Die Grünen indes wollen nichts an den bestehenden Ausbildungsanforderungen für den Bezug von Direktzahlungen ändern. Es sei inkonsistent, einerseits den Quereinstieg erleichtern zu wollen und andererseits die Möglichkeit des Nebenerwerbskurses als Zugang zu Direktzahlungen zu streichen; die EFZ-Ausbildung soll aber im Bereich Umwelt und Klima gestärkt werden.
«Landwirtschaft ist eine hochkomplexe Tätigkeit», schreibt die GLP. Man müsse betriebswirtschaftliches Wissen ebenso mitbringen, wie die Kenntnisse von natürlichen Kreisläufen.

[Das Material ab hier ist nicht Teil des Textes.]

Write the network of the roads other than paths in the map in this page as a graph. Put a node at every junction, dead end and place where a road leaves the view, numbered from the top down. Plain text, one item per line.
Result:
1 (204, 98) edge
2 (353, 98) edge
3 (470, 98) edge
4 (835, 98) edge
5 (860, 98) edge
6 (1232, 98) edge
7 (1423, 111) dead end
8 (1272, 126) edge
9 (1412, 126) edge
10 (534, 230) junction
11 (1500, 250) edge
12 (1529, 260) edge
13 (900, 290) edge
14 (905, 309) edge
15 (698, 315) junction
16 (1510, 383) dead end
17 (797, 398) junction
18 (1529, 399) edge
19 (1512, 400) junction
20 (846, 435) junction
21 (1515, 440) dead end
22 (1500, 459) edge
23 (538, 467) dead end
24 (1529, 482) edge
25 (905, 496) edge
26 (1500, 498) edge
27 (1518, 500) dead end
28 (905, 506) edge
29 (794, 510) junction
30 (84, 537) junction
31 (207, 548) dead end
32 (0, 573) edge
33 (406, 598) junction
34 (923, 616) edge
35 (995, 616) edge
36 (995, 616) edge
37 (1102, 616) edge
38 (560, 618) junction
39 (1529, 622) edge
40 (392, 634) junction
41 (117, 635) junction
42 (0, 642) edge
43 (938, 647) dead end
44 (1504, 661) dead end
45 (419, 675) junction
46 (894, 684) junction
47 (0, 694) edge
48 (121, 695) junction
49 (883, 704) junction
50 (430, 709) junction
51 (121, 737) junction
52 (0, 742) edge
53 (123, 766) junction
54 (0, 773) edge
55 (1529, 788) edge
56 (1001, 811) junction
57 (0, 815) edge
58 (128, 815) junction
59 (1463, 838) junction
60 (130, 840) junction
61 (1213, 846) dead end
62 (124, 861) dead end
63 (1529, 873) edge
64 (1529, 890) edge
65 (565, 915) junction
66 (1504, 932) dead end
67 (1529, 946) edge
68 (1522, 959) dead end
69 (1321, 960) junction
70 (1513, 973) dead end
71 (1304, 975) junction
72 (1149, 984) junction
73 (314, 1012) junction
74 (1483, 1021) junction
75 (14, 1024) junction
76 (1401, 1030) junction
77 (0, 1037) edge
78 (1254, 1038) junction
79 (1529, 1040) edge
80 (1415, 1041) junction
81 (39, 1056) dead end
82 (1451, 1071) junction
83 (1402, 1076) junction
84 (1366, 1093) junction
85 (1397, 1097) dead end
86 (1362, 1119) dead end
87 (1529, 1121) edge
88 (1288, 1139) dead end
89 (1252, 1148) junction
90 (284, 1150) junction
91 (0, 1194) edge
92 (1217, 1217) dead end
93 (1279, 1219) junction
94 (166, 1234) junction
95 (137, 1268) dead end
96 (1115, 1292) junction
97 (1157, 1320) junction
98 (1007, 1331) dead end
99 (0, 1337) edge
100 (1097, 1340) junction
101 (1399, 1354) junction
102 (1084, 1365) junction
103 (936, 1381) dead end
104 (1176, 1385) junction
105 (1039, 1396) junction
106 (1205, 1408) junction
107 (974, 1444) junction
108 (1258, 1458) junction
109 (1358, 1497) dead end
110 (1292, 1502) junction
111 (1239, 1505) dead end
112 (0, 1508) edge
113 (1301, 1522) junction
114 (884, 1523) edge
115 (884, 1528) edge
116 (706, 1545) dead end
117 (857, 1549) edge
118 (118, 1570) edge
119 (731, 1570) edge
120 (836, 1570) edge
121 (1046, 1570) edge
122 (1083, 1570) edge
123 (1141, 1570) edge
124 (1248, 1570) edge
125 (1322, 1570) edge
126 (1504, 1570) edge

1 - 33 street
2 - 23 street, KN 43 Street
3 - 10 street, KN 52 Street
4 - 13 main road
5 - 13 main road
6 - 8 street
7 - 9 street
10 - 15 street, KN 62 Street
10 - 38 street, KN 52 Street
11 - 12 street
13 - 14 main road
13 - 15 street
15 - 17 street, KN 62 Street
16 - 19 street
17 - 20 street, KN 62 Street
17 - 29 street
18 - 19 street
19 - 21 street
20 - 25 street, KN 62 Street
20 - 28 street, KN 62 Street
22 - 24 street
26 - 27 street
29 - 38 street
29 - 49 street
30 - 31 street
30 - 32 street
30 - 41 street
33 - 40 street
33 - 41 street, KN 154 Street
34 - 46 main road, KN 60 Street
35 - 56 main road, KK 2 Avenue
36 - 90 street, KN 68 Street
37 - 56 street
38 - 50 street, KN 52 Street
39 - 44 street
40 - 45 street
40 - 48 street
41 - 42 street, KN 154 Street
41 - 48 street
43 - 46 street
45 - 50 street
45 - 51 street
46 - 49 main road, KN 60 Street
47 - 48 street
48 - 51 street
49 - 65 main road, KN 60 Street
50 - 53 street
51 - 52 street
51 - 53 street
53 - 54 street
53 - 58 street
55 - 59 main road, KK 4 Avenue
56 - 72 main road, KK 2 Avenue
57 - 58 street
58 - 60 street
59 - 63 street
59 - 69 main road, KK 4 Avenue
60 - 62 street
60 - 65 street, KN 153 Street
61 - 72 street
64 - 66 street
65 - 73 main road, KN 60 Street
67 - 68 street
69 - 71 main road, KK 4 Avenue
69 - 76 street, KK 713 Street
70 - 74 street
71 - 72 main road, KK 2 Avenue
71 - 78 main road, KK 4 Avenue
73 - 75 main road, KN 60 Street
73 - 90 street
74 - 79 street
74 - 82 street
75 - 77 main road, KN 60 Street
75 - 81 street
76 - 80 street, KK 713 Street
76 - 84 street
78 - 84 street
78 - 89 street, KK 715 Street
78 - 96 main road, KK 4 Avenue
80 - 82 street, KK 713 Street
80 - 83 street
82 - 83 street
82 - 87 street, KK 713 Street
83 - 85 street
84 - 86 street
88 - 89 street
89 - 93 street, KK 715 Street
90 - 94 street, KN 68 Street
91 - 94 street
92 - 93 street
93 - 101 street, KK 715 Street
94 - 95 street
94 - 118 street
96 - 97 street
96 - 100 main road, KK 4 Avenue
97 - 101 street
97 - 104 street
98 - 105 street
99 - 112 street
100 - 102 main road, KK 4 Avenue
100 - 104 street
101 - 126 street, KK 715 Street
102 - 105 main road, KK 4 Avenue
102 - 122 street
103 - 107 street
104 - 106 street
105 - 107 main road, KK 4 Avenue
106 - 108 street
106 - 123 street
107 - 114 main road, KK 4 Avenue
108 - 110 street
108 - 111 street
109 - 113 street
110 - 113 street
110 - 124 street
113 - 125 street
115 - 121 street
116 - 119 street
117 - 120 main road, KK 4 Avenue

Die «fachgerechte und regelkonforme Führung eines landwirtschaftlichen Betriebes ist anspruchsvoll und setzt die nötigen Kenntnisse voraus», schreibt die FDP. Die Partei ist skeptisch, ob höhere formale Ausbildungsanforderungen der richtige Weg sind.
Der Vorschlag des Bundesrat geht für die CVP deutlich zu weit und wird abgelehnt.
Die BDP anerkennt, dass sich Bäuerinnen und Bauern in angemessener Weise auf «ihre zukünftige Rolle als Landwirt und Unternehmer vorbereiten können.» Wichtiger als hohe Mindestanforderungen sei, dass vermehrt Anreize für Weiterbildung geschaffen werden.
Die SVP ist der Ansicht, dass eine «akademisierung des Bauernstandes» weder dem Kunden noch den Bauern helfen würde und zudem die Attraktivität des Berufsstandes schädigen würde.